Que vous inspire le terme de végétalisation ?
Il me semble qu’il existe à présent un consensus scientifique pour dire qu’il faut rééquilibrer le ratio entre protéines d’origine animale et protéines d’origine végétale. En France et dans les pays occidentaux, celui-ci est actuellement de 66% alors qu’à la lumière de nombreux travaux, il devrait être de 50%. Bien évidemment, cette estimation, globale, vaut pour la population générale, hors cas particuliers. Par exemple, pour les enfants ou certaines populations fragiles, il faut être vigilant à ce que la consommation en produits animaux soit suffisante pour couvrir les besoins en fer, zinc et en iode. Raison pour laquelle il est bien question de réduction et non pas de suppression de cette catégorie d’aliments.
Vous êtes une observatrice de longue date de ces questions. En 2019, lors des 25es Controverses européennes de Bergerac, vous aviez participé à une table ronde sur le traitement médiatique du débat sur la consommation de viande(1). Cette question se pose-t-elle de la même manière aujourd’hui ?
Récemment, j’ai mené une étude sur le contenu des discours d’influenceurs, journalistes et acteurs de ce débat sur les réseaux sociaux. Il y a une dizaine d’années, les échanges, très virulents, sur la consommation de viande avaient pour pierre d’achoppement le bien-être animal. Aujourd’hui, les acteurs du débat, par exemple des associations de défense des animaux, abordent ce sujet de manière moins frontale, en insistant plutôt sur nos styles de vie.
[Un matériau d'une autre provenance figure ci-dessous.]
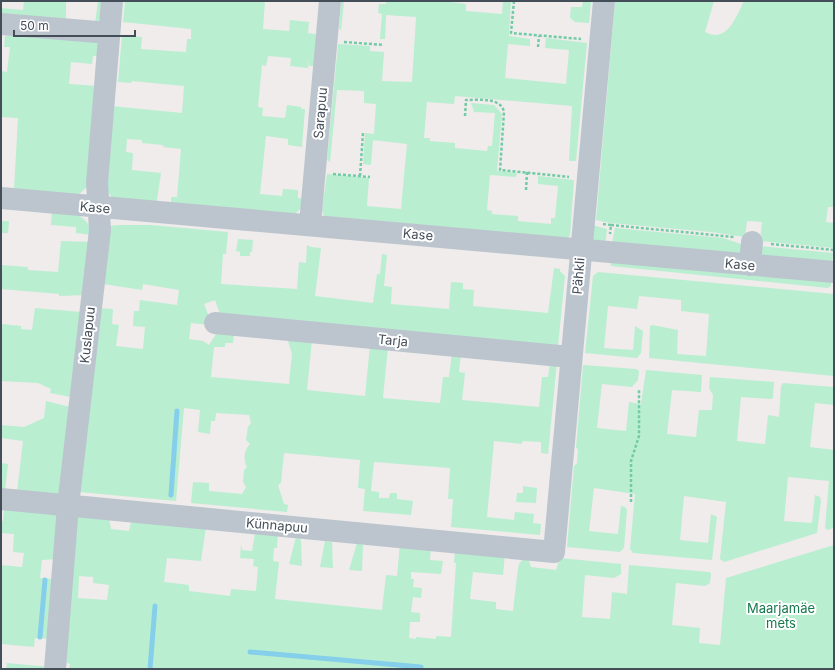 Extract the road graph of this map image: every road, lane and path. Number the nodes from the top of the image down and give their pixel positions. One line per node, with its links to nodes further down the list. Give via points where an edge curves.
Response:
1 (112, 1): 6 (street, Kuslapuu)
2 (330, 1): 22 (street, Sarapuu)
3 (514, 1): 7 (path, via 512,33)
4 (604, 1): 25 (street, Pähkli)
5 (1, 24): 6 (street)
6 (109, 33): 21 (street, Kuslapuu, via 97,183)
7 (539, 36): 8 (path); 11 (path)
8 (583, 40)
9 (340, 42): 10 (path)
10 (384, 46)
11 (538, 47)
12 (465, 116): 14 (path, via 466,100 498,102 503,107 500,170)
13 (363, 133): 16 (path)
14 (527, 172): 18 (path); 19 (path)
15 (328, 173): 16 (path)
16 (360, 176): 17 (path)
17 (370, 177)
18 (570, 177)
19 (526, 190)
20 (1, 198): 21 (street, Kase)
21 (98, 207): 22 (street, Kase); 34 (street, Kuslapuu, via 100,230)
22 (310, 224): 25 (street, Kase)
23 (610, 225): 24 (path, via 728,236)
24 (752, 242): 26 (path); 27 (street)
25 (580, 250): 27 (street, Kase); 30 (street, Pähkli)
26 (834, 250)
27 (750, 265): 28 (street, Kase)
28 (834, 272)
29 (215, 323): 30 (street, Tarja)
30 (570, 357): 35 (street, Pähkli)
31 (639, 389): 33 (path, via 639,436 631,461)
32 (1, 499): 34 (street, Künnapuu)
33 (631, 502)
34 (68, 506): 35 (street, Künnapuu); 36 (street, Kuslapuu)
35 (554, 552)
36 (55, 669)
Cela reflète probablement le changement de paradigme opéré avec le concept « One Health » (Une seule santé), qui lie santés humaine, animale et environnementale. Ainsi, dans l’enquête sur l’alimentation durable que je réalise actuellement, figure un certain nombre de questions ouvertes pour avoir un aperçu de l’évolution des représentations. A la question « si je vous dis alimentation saine et durable, à quoi pensez-vous ? », 20% des répondants citent des éléments en lien avec « One Health », tels que la santé des agriculteurs et des consommateurs ou encore celle de l’environnement.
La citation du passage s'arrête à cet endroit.